## AIM OF THE TASK
The lines below that include "lane" are to be found and copied.

## RECORDS SUPPLIED
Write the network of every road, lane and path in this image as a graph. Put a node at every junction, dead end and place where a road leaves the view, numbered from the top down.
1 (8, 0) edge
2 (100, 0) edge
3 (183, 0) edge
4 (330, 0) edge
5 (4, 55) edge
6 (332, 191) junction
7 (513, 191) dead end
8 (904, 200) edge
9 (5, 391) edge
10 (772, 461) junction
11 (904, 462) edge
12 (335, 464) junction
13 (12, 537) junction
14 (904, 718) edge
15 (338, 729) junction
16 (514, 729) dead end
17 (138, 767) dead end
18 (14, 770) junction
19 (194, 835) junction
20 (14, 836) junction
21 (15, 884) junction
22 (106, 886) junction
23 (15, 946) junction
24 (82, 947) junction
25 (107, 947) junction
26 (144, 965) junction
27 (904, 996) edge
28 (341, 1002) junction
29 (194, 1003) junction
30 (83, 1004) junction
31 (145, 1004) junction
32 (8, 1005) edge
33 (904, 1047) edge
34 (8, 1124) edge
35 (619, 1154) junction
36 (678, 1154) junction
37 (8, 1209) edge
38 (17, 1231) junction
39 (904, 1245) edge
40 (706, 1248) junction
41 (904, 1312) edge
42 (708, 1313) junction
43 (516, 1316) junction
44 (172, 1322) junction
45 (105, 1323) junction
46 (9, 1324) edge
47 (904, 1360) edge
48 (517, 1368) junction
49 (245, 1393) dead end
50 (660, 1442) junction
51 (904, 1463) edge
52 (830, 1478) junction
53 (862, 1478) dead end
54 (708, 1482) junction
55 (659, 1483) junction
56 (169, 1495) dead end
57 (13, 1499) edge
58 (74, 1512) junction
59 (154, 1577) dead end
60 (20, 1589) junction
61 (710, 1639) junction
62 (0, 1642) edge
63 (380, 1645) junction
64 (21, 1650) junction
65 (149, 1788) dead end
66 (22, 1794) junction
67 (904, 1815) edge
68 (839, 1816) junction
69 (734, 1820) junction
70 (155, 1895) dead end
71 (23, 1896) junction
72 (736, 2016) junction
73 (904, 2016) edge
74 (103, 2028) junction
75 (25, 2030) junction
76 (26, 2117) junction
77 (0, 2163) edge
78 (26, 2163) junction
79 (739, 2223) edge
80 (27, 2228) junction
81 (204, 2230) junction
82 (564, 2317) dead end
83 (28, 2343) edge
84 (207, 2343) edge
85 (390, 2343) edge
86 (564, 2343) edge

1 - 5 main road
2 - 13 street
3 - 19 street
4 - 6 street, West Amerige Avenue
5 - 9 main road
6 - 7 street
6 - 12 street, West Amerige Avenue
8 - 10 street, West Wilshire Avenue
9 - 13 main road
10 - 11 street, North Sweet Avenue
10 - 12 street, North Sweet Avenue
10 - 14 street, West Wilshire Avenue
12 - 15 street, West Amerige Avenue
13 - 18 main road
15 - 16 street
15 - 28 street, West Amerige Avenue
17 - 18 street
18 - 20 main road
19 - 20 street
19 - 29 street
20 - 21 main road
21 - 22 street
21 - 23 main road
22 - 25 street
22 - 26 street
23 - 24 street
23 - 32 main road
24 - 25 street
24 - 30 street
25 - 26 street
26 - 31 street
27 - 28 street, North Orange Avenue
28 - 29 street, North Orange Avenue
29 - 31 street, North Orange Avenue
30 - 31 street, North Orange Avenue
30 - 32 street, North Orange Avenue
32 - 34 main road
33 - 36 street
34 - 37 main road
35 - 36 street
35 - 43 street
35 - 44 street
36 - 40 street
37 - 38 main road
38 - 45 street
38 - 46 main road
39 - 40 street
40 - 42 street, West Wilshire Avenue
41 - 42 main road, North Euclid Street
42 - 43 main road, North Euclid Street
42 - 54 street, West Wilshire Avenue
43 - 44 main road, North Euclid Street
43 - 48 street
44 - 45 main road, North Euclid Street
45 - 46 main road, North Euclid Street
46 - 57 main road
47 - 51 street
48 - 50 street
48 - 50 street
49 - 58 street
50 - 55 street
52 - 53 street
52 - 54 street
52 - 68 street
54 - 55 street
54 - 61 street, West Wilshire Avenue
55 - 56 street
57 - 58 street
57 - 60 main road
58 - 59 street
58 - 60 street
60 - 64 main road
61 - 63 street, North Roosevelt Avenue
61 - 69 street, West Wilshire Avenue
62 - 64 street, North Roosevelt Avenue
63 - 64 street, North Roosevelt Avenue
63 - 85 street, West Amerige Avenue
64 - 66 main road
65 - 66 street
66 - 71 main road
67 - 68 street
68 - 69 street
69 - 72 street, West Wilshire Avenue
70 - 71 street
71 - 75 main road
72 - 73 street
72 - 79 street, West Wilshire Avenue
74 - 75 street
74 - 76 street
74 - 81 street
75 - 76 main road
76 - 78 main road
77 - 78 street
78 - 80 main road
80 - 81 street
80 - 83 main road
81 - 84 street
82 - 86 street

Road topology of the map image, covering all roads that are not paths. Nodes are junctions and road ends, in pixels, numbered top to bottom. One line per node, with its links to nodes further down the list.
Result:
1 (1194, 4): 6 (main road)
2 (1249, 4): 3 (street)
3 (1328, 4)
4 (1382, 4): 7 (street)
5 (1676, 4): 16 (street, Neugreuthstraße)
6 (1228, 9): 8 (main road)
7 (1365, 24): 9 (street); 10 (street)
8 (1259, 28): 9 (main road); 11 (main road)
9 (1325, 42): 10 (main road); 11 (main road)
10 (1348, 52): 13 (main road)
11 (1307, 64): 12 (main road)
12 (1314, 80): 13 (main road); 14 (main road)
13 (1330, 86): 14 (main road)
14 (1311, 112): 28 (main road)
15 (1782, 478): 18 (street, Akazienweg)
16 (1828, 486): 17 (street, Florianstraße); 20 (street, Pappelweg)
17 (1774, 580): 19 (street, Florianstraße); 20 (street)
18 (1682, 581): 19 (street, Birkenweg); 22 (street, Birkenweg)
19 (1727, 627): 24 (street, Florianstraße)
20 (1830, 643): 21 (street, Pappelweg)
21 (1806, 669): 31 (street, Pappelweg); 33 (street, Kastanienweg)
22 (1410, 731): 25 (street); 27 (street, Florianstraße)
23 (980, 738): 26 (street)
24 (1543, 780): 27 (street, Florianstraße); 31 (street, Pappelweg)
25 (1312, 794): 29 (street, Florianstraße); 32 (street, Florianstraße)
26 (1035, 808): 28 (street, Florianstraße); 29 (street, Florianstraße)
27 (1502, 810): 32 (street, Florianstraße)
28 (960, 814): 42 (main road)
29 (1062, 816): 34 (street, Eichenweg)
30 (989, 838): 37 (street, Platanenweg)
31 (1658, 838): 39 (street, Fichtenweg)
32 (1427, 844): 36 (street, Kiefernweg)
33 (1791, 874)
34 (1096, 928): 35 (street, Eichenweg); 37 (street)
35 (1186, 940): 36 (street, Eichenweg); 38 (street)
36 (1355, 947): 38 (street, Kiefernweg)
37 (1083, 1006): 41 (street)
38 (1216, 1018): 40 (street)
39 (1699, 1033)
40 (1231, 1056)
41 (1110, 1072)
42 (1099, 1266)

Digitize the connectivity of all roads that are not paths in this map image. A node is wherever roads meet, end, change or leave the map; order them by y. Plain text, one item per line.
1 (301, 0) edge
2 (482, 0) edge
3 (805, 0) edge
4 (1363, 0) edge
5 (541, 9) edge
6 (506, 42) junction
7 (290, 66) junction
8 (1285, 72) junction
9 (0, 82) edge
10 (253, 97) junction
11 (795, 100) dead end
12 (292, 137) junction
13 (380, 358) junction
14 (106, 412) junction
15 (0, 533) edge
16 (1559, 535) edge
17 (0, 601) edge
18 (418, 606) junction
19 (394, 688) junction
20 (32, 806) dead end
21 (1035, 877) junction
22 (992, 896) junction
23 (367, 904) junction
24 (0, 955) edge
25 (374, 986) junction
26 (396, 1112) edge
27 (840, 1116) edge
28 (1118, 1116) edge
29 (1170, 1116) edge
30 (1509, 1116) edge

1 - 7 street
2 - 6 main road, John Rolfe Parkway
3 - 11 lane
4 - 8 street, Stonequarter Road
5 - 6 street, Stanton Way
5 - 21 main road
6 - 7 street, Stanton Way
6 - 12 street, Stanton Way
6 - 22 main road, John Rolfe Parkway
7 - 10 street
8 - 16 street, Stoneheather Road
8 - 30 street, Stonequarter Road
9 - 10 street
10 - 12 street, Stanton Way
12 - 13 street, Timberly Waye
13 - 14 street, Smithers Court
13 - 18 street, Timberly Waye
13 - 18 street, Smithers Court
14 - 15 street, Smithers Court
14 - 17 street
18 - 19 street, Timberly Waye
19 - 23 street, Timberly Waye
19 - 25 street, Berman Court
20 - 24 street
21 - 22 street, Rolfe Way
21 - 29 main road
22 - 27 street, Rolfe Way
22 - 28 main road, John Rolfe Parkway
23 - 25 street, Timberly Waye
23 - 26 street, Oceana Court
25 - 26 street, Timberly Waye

## EXERCISE RESPONSE
Write the network of every road, lane and path in this image as a graph. Put a node at every junction, dead end and place where a road leaves the view, numbered from the top down.
3 - 11 lane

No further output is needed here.